Since both the plugins are identical in what they are able to do, and in the options they offer, I have written a more in-depth explanation of how it all works in our Convert PDF to InDesign article. The purpose of this page is to give a briefer outline of how the plugin works in Quark, and focus on some of the differences in the conversion results achieved by each of the two programs.
In brief, the PDF2DTP plugin will allow you to take a single PDF document and convert it to a correctly laid out, styled-up Quark XPress document. The result is rarely perfect, but it is close enough to save you hours of time in recreating a document from scratch. At the very least, it serves as the absolute best text extraction tool for PDF files that I’ve ever seen! But hopefully it will be used for much more than that...
Markzware’s PDF2DTP for Quark is a plugin that creates a new ‘Markzware’ menu in Quark XPress with the following options:
Once installed, it’s possible to dive right in with your first conversion, but it’s worth checking out the preferences panel first. This panel offers a number of options such as the ability to create Paragraph and Character stylesheets and to retain Table structures.
PDF2DTP doesn’t import paragraph and character styles from Quark XPress; that wouldn’t be possible, since this information is not transferred to a PDF file when it is being created. What the plugin does instead is analyze the font faces, sizes and attributes and creates its own stylesheets from scratch. It determines which blocks of text have common attributes and ensures that the correct amalgamated style is applied to all of these blocks rather than creating potentially hundreds of different paragraph styles for hundreds of different text blocks.
There is the option in Preferences to either create tables in Quark (by recognizing a table structure in the PDF and creating a table from it - very clever), or to ignore all tables and simply recreate the illusion of tables using boxes, strokes and text boxes. Our limited tests demonstrated that the Quark version of the PDF2DTP plugin did a much more precise formatting job when creating tables than the InDesign version of the plugin. However, since the conversion process is so fast it would be worth seeing which option works best for you and go with that. Even if the formatting of a table is not a perfect match to the PDF, it wouldn’t take much work to bring it into line.
Overall, we felt that the layout results were very impressive when using the plugin. The results of the InDesign and Quark versions (the odd table element aside) were extremely similar, and very close to the original PDF. They weren’t perfect though, and it’s a given that any conversion will need work.
Where layouts started to lose integrity were when complex text runarounds were used, particularly when running around any shape other than a simple rectangle. Background images tended to get chopped up as well, especially when any kind of transparency had been used in the original PDF (such as a drop shadow).

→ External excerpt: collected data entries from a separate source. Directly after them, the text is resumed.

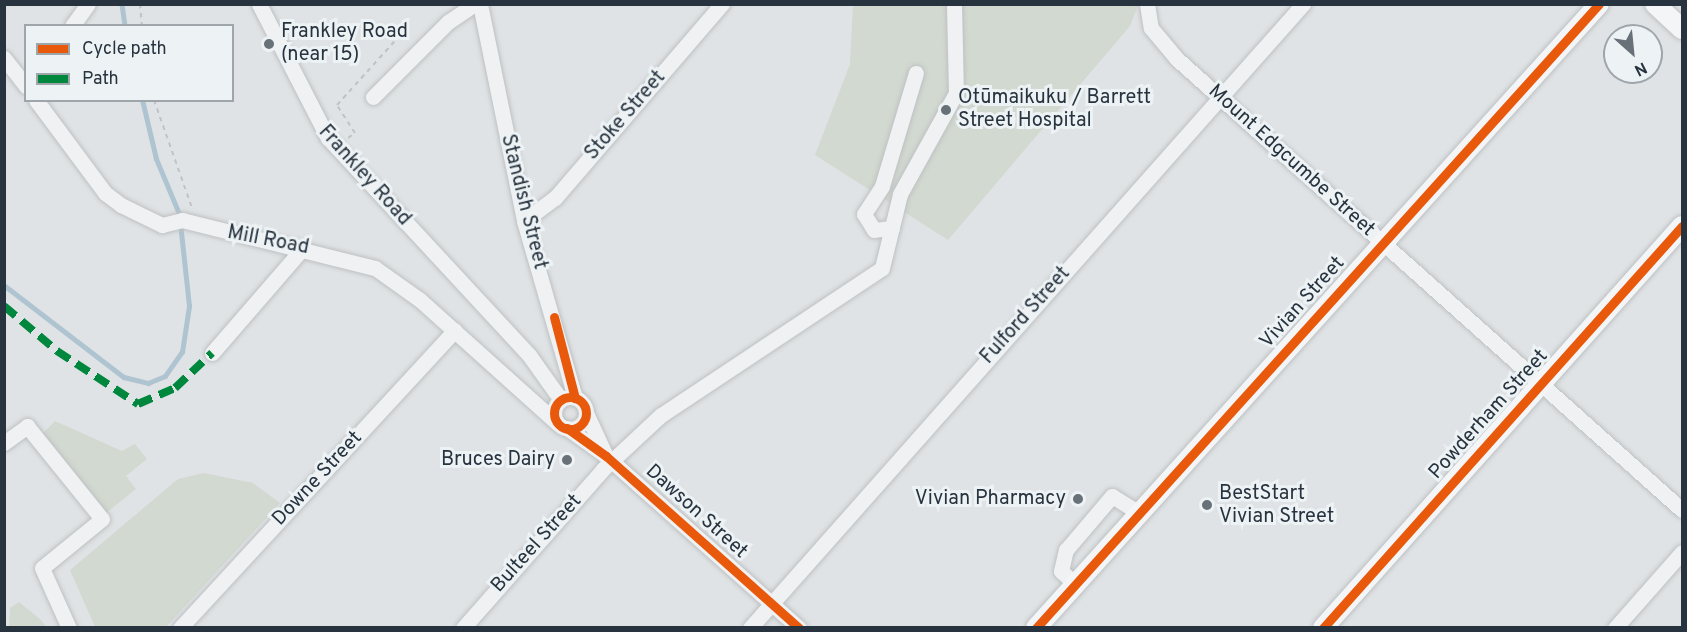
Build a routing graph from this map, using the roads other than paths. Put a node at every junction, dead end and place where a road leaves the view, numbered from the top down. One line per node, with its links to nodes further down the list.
1 (88, 4): 11 (street)
2 (259, 4): 28 (street, Frankley Road)
3 (475, 4): 16 (street)
4 (480, 4): 19 (street, Standish Street)
5 (722, 4): 19 (street, Stoke Street)
6 (954, 4): 21 (street, Bulteel Street)
7 (1147, 4): 17 (street, Mount Edgcumbe Street)
8 (1304, 4): 17 (street, Fulford Street)
9 (1599, 4): 22 (main road, Vivian Street)
10 (1655, 4): 12 (main road)
11 (73, 24)
12 (1683, 29)
13 (4, 58): 15 (street)
14 (916, 73): 21 (street)
15 (24, 79)
16 (373, 97)
17 (1220, 97): 22 (street, Mount Edgcumbe Street); 37 (street, Fulford Street)
18 (37, 102): 23 (street, Mill Road)
19 (524, 221): 28 (street, Standish Street)
20 (1683, 226): 27 (main road, Powderham Street)
21 (892, 228): 32 (street, Bulteel Street)
22 (1382, 241): 27 (street, Mount Edgcumbe Street); 34 (main road, Vivian Street)
23 (303, 248): 24 (street, Mill Road); 25 (street)
24 (455, 330): 26 (street, Mill Road); 39 (street, Downe Street)
25 (212, 353)
26 (514, 381): 28 (street, Mill Road); 30 (street, Mill Road)
27 (1541, 384): 33 (street, Mount Edgcumbe Street); 44 (main road, Powderham Street)
28 (564, 400): 29 (street, Dawson Street); 30 (street)
29 (586, 413): 30 (street); 32 (street, Dawson Street)
30 (562, 426): 32 (street, Dawson Street)
31 (4, 443): 38 (street)
32 (609, 459): 37 (street, Dawson Street); 40 (street, Bulteel Street)
33 (1683, 510)
34 (1140, 513): 36 (main road, Vivian Street); 36 (street)
35 (1683, 552): 45 (street)
36 (1075, 584): 43 (main road, Vivian Street)
37 (771, 603): 41 (street, Fulford Street); 42 (street, Dawson Street)
38 (69, 627)
39 (180, 627)
40 (463, 627)
41 (750, 627)
42 (799, 627)
43 (1036, 627)
44 (1323, 627)
45 (1615, 627)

If you’d like to know more about the issues surrounding the use of transparency, please refer to the Convert PDF to InDesign article. Suffice to say that there were not insurmountable issues - but issues nonetheless. Quark seemed to handle background images with transparency elements better that InDesign, however.
Where the Quark version of the plugin was not better than the InDesign version though, was in the matter of vector graphic conversion. Instead of recreating EPS or AI vector graphics (in the same way that the plugin saved TIFF images for raster graphics), the PDF2DTP actually recreates any vector graphics using paths within Quark XPress itself. Simple logos were recreated with ease by InDesign, but Quark’s attempts were not as good on the ones we tested. In this case it would be best to open the PDF in Illustrator, extract the vector elements, re-save them as separate EPS files and import them independently.
Without wishing to single out the Quark version of the plugin, I will add that both versions of PDF2DTP had a very hard time with more complex vector imagery, such as a complex map that I tested them on. They both made a brave effort but didn’t come close to recreating a usable facsimile.
When I try to think of applications in a graphic designer’s arsenal, I struggle to come up with a piece of software that hasn’t already been created in one guise or another. However, there is one area which I have, until now, accepted as being simply ‘not possible’. That gap has now been filled (or as close to being filled as I could have imagined) by Markzware’s PDF2DTP.
OK, so it doesn’t make a perfect conversion. The Quark XPress version seems to be better at creating tables than its counterpart. The InDesign version can weave vector graphics better than its nemesis. But these are just details.
Worst case scenario? You’ll end up with a document created in the correct size, with all the text and most of the images in the correct position, with graphics saved and linked to a folder of your choice and - amazingly - all stylesheets created and applied. That sounds like a pretty good first draft to me, and it only took the better part of five seconds to create.